Une filmographie bien remplie
Depuis vingt ans, Booder tourne régulièrement. « Neuilly sa mère! » en 2009, « Beur sur la ville » en 2011, « Pattaya » en 2016. Des comédies populaires qui marchent bien au box-office français. Il enchaîne aussi les one-man-shows dans toute la France.
Son style : un humour direct, des personnages décalés, une énergie communicative sur scène. Le public le reconnaît immédiatement avec sa voix rauque et son phrasé unique.
Le choix assumé de la discrétion
D’autres célébrités françaises affichent leur vie de couple partout. Pas Booder. Il refuse cette exposition. Sa femme aussi, manifestement.
Ce pacte fonctionne depuis quinze ans. Aucune fuite, aucune photo volée, aucune interview donnée par l’épouse. Une discipline rare dans le milieu du spectacle.
Le comédien ne critique pas ceux qui choisissent la surexposition. Il suit simplement sa propre ligne. Protéger les siens. Garder un espace privé inviolable. Continuer à vivre normalement malgré la notoriété.
Un modèle qui perdure
En 2026, alors que « Le Nounou » prépare sa suite et que Booder remplit les salles de spectacle, sa vie familiale reste opaque. Booder et son épouse continuent d’incarner ce paradoxe : un homme ultra-présent dans les médias dont la famille demeure totalement invisible.

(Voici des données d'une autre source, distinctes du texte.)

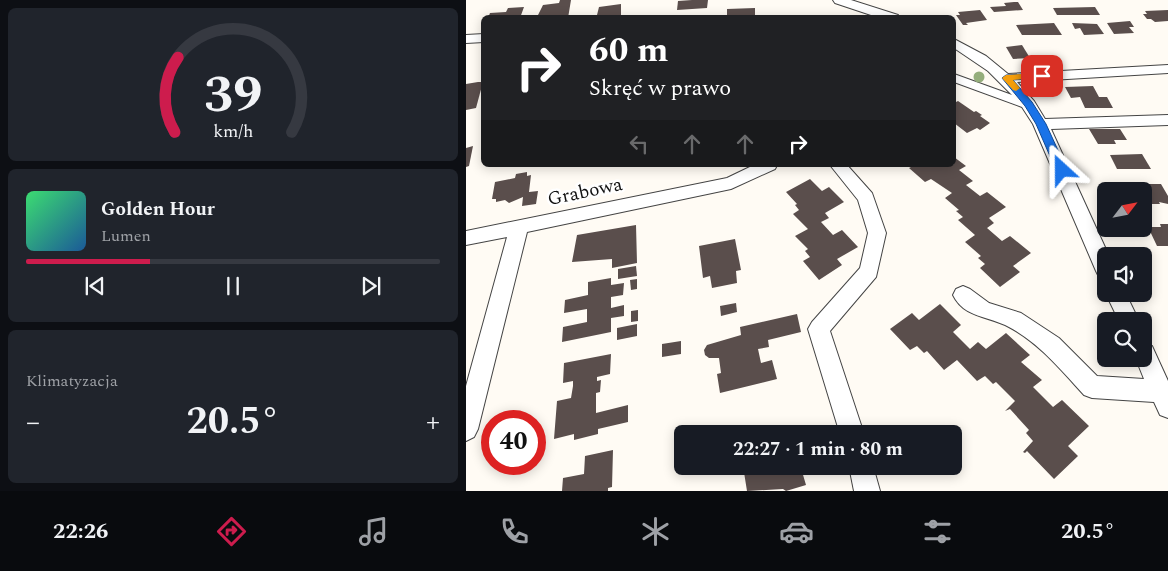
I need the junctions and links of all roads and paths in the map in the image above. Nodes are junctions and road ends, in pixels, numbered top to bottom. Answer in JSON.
{"nodes":[{"id":1,"x":839,"y":0,"type":"edge"},
{"id":2,"x":885,"y":15,"type":"edge"},
{"id":3,"x":481,"y":38,"type":"edge"},
{"id":4,"x":466,"y":39,"type":"edge"},
{"id":5,"x":956,"y":44,"type":"edge"},
{"id":6,"x":1168,"y":69,"type":"edge"},
{"id":7,"x":1006,"y":78,"type":"junction"},
{"id":8,"x":956,"y":79,"type":"edge"},
{"id":9,"x":1029,"y":104,"type":"junction"},
{"id":10,"x":1168,"y":120,"type":"edge"},
{"id":11,"x":1041,"y":124,"type":"junction"},
{"id":12,"x":765,"y":167,"type":"edge"},
{"id":13,"x":840,"y":167,"type":"edge"},
{"id":14,"x":518,"y":227,"type":"junction"},
{"id":15,"x":466,"y":238,"type":"edge"},
{"id":16,"x":1097,"y":251,"type":"edge"},
{"id":17,"x":963,"y":296,"type":"dead end"},
{"id":18,"x":1150,"y":367,"type":"edge"},
{"id":19,"x":1164,"y":399,"type":"edge"},
{"id":20,"x":849,"y":425,"type":"edge"},
{"id":21,"x":466,"y":428,"type":"edge"},
{"id":22,"x":864,"y":475,"type":"edge"},
{"id":23,"x":868,"y":491,"type":"edge"}],
"edges":[{"from":1,"to":2,"type":"street"},
{"from":3,"to":4,"type":"street"},
{"from":5,"to":7,"type":"street"},
{"from":6,"to":7,"type":"street"},
{"from":7,"to":9,"type":"street"},
{"from":8,"to":9,"type":"street"},
{"from":9,"to":11,"type":"street"},
{"from":10,"to":11,"type":"street"},
{"from":11,"to":16,"type":"street"},
{"from":12,"to":14,"type":"street","name":"Grabowa"},
{"from":13,"to":20,"type":"street"},
{"from":14,"to":15,"type":"street","name":"Grabowa"},
{"from":14,"to":21,"type":"street"},
{"from":17,"to":19,"type":"street"},
{"from":18,"to":19,"type":"street"},
{"from":22,"to":23,"type":"street"}]}
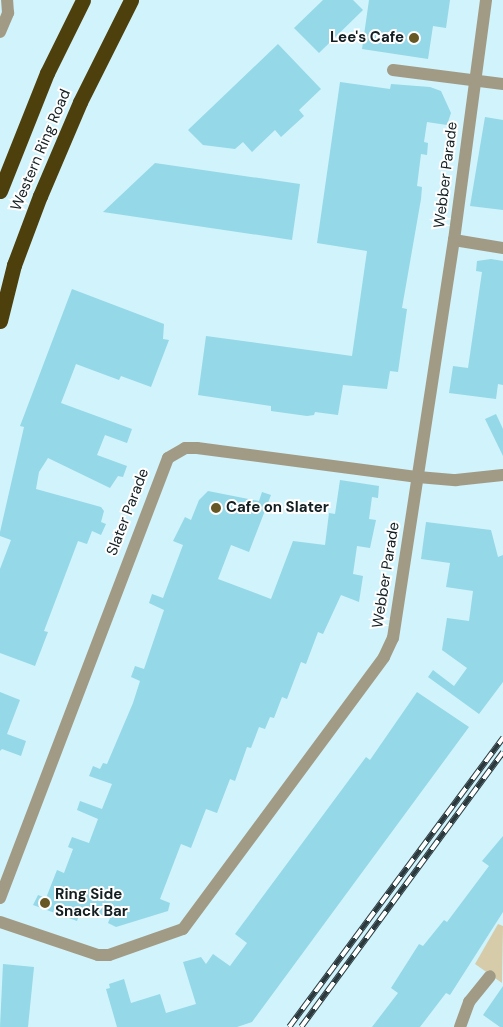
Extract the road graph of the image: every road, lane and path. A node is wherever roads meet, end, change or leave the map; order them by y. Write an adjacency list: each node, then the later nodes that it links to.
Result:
1 (7, 0): 5 (street)
2 (83, 0): 9 (highway, Western Ring Road)
3 (131, 0): 12 (highway, Western Ring Road)
4 (486, 0): 7 (street, Webber Parade)
5 (0, 32)
6 (393, 70): 7 (street)
7 (473, 80): 8 (street); 10 (street, Webber Parade)
8 (503, 84)
9 (0, 190)
10 (454, 240): 11 (street); 14 (street, Webber Parade)
11 (503, 248)
12 (0, 321)
13 (503, 475): 14 (street, Slater Parade)
14 (418, 477): 15 (street, Slater Parade); 16 (street, Webber Parade)
15 (0, 898)
16 (0, 922)
17 (490, 976): 18 (street)
18 (460, 1027)

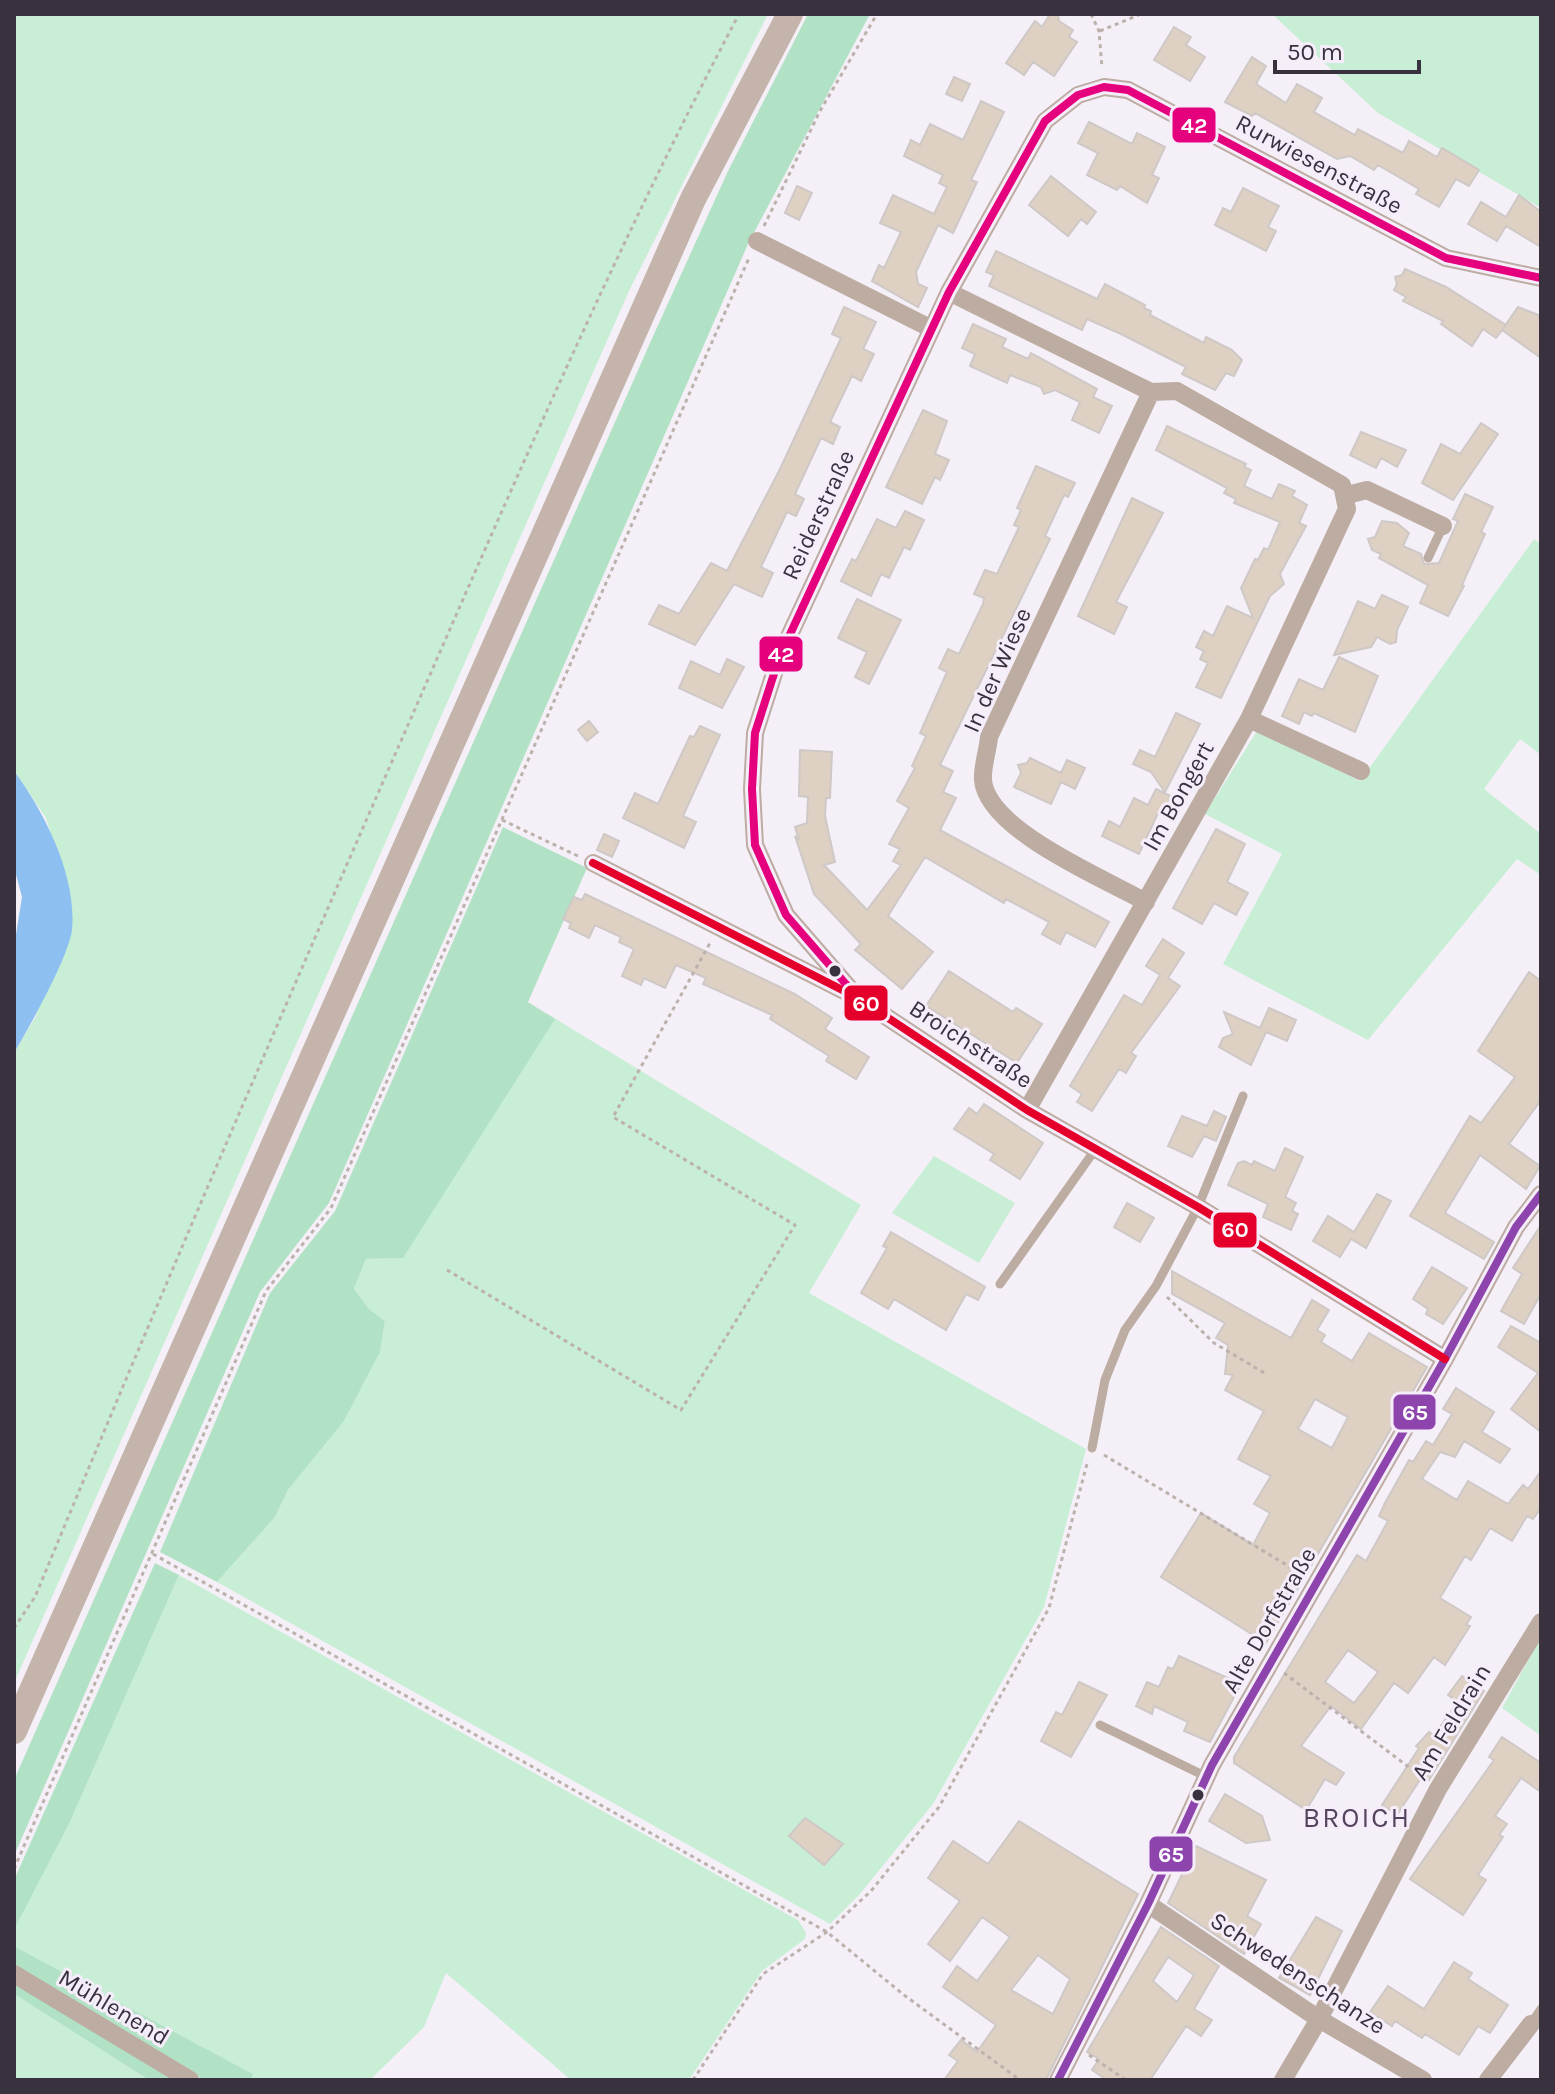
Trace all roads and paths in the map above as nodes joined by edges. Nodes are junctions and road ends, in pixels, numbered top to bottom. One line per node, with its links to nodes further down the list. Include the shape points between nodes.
1 (739, 14): 37 (path, via 671,143 531,445 169,1273 35,1597)
2 (790, 14): 40 (main road, via 693,199)
3 (877, 14): 8 (path, via 820,111)
4 (1091, 14): 6 (path)
5 (1141, 14): 6 (path)
6 (1099, 31): 7 (path)
7 (1104, 87): 9 (street, Rurwiesenstraße, via 1128,90 1446,258); 10 (street, Reiderstraße, via 1078,95 1045,121)
8 (757, 241): 11 (street); 18 (path)
9 (1541, 278)
10 (949, 292): 11 (street, Reiderstraße); 12 (street)
11 (932, 329): 22 (street, Reiderstraße, via 779,658 755,733 755,845 786,915)
12 (1151, 392): 13 (street, via 1177,391 1342,485); 20 (street, In der Wiese, via 989,737 983,780 992,806 1018,830)
13 (1347, 495): 14 (street, via 1367,490); 16 (street, Im Bongert, via 1347,509)
14 (1443, 526): 15 (lane)
15 (1428, 558)
16 (1249, 719): 17 (street); 20 (street, Im Bongert)
17 (1361, 771)
18 (501, 820): 19 (path); 34 (path, via 331,1208 266,1291)
19 (593, 863): 21 (street, Broichstraße)
20 (1146, 902): 24 (street, Im Bongert)
21 (718, 929): 22 (street, Broichstraße); 28 (path, via 613,1117 795,1225 681,1410)
22 (858, 998): 24 (street, Broichstraße)
23 (1243, 1096): 27 (lane)
24 (1027, 1110): 25 (street, Broichstraße)
25 (1097, 1147): 27 (street, Broichstraße); 29 (lane)
26 (1541, 1194): 31 (street, Alte Dorfstraße, via 1516,1227)
27 (1198, 1207): 30 (lane); 31 (street, Broichstraße)
28 (447, 1270)
29 (1000, 1284)
30 (1156, 1286): 32 (path, via 1214,1343); 33 (lane, via 1125,1330 1105,1380)
31 (1445, 1359): 35 (street, Alte Dorfstraße)
32 (1266, 1374)
33 (1092, 1448): 35 (path); 45 (path, via 1042,1621 939,1807 871,1891)
34 (153, 1553): 43 (path); 45 (path)
35 (1318, 1584): 38 (street, Alte Dorfstraße)
36 (1541, 1622): 42 (street, Am Feldrain)
37 (14, 1628)
38 (1272, 1664): 41 (street, Alte Dorfstraße); 42 (path)
39 (1100, 1725): 41 (lane)
40 (14, 1731)
41 (1207, 1777): 44 (street, Alte Dorfstraße)
42 (1438, 1789): 48 (street, Am Feldrain)
43 (14, 1869)
44 (1148, 1904): 48 (street, Schwedenschanze); 49 (street, Alte Dorfstraße)
45 (827, 1932): 51 (path, via 763,1974); 52 (path)
46 (14, 1974): 50 (street, Mühlenend)
47 (1536, 2017): 57 (street)
48 (1319, 2019): 55 (street, Am Feldrain); 56 (street, Schwedenschanze)
49 (1075, 2046): 53 (street, Alte Dorfstraße); 54 (path)
50 (190, 2080)
51 (693, 2080)
52 (1020, 2080)
53 (1058, 2080)
54 (1126, 2080)
55 (1283, 2080)
56 (1423, 2080)
57 (1488, 2080)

Cette muraille ne se fissure pas. Elle tient bon parce que tous les concernés la veulent. La femme de Booder a choisi l’ombre. Leur fils grandit protégé. Et le comédien peut continuer à faire rire des millions de Français sans sacrifier ce qui compte vraiment pour lui.
Dans une époque où tout se montre, tout se partage, tout se consume, cette résistance a quelque chose de rafraîchissant. Booder prouve qu’on peut réussir sans tout déballer. Que le talent suffit. Que certaines portes peuvent rester fermées, même quand on vit sous les projecteurs.